После ссоры я видел Зверева только в консерватории или случайно встречал его на улице. Я всегда вежливо раскланивался с ним, но он никогда не отвечал на мои приветствия.
Описанный инцидент имел глубокое и решающее влияние на дальнейшее развитие Рахманинова, общее и музыкальное. В более поздние годы Рахманинов, раздумывая о путях своего музыкального образования, сожалел о том, что не принял приглашения матери переехать в Петербург. Стареющая одинокая женщина после разрыва Сергея со Зверевым прислала сыну письмо с предложением переехать к ней. В то время в Петербургской консерватории возобновил свои уроки Антон Рубинштейн[36]; композицию вел Римский-Корсаков[37], ставший великим мастером своего дела и снискавший мировую славу. Но Рахманинов, проникнутый горячей симпатией к Москве, по-прежнему относился к Римскому-Корсакову с полным безразличием и даже антипатией. Должно было пройти немало времени, прежде чем он изменил свое отношение к создателю русской сказочной оперы. Поэтому даже такое заманчивое предложение, как перспектива стать учеником Антона Рубинштейна, не заставило юного Рахманинова предпочесть Петербург Москве. Такой поступок выглядел в его глазах чуть ли не предательством по отношению к Чайковскому и Танееву и в любом случае означал бы разрыв с дорогими ему московскими традициями. Юноша отклонил настойчивые мольбы матери вернуться к ней, поскольку это помешало бы продолжению его занятий в Москве.
О том, чтобы жить с отцом, Василием Рахманиновым, не могло быть и речи. Он вел рассеянный образ жизни, переезжая из одного места в другое, и понятия не имел, что ему делать с сыном.
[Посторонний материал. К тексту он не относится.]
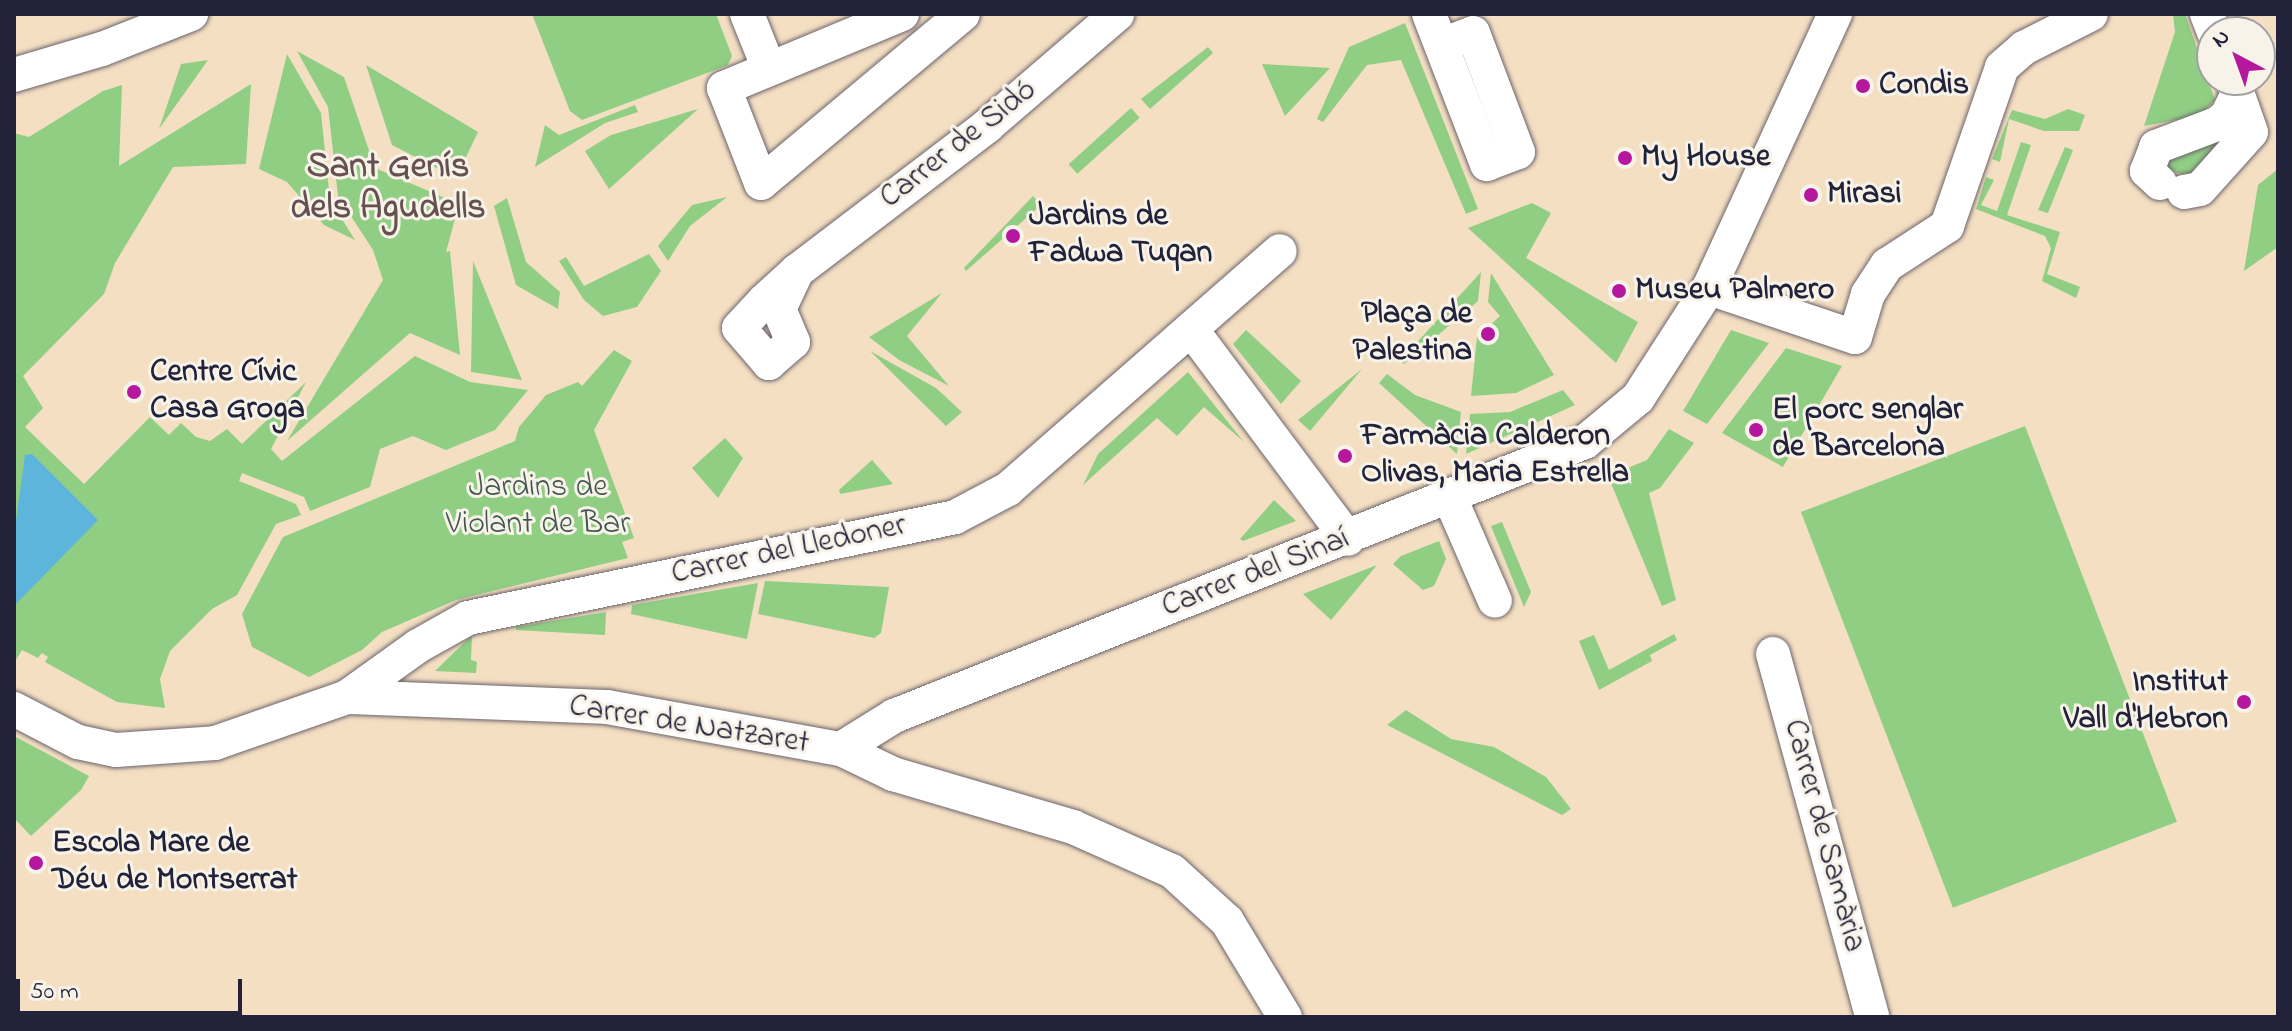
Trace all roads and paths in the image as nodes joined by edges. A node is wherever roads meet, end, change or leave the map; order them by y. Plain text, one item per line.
1 (191, 14) edge
2 (747, 14) edge
3 (902, 14) edge
4 (963, 14) edge
5 (1117, 14) edge
6 (1835, 14) edge
7 (2091, 14) edge
8 (769, 69) junction
9 (14, 75) edge
10 (2235, 86) edge
11 (1280, 251) dead end
12 (797, 271) dead end
13 (1709, 288) junction
14 (1191, 329) junction
15 (1450, 498) junction
16 (1348, 539) junction
17 (1495, 601) dead end
18 (1773, 654) dead end
19 (347, 697) junction
20 (14, 709) edge
21 (841, 749) junction
22 (1285, 1017) edge
23 (1872, 1017) edge

1 - 9 street
2 - 8 street
3 - 8 street
4 - 8 street
5 - 12 street, Carrer de Sidó
6 - 13 street, Carrer del Sinaí
7 - 13 street
10 - 10 street
11 - 14 street, Carrer del Lledoner
13 - 15 street, Carrer del Sinaí
14 - 16 street
14 - 19 street, Carrer del Lledoner
15 - 16 street, Carrer del Sinaí
15 - 17 street
16 - 21 street, Carrer del Sinaí
18 - 23 street, Carrer de Samària
19 - 20 street, Carrer de Natzaret
19 - 21 street, Carrer de Natzaret
21 - 22 street, Carrer de Natzaret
В таких драматических обстоятельствах Рахманинов, как уже рассказывалось раньше, закончил занятия по фортепиано[38] и был переведен из класса фуги в класс свободного сочинения. Медленно, но верно приближался момент получения привлекательного звания «Свободный художник», а вместе с ним и «Большой золотой медали», которая по-прежнему оставалась предметом мечтаний юноши, видевшего в ней желанную и заслуженную награду за неослабевающее прилежание. Оставалось проучиться еще два года, необходимые для окончания курса свободного сочинения.
Лето 1891 года Рахманинов провел у бабушки с отцовской стороны в Тамбовской губернии[39]. На этот раз визит имел тяжелые последствия, так как, выкупавшись в холодный сентябрьский день в реке, Рахманинов подхватил малярию, тяжелый приступ которой заставил его возвратиться в Москву, где болезнь чуть не кончилась катастрофой.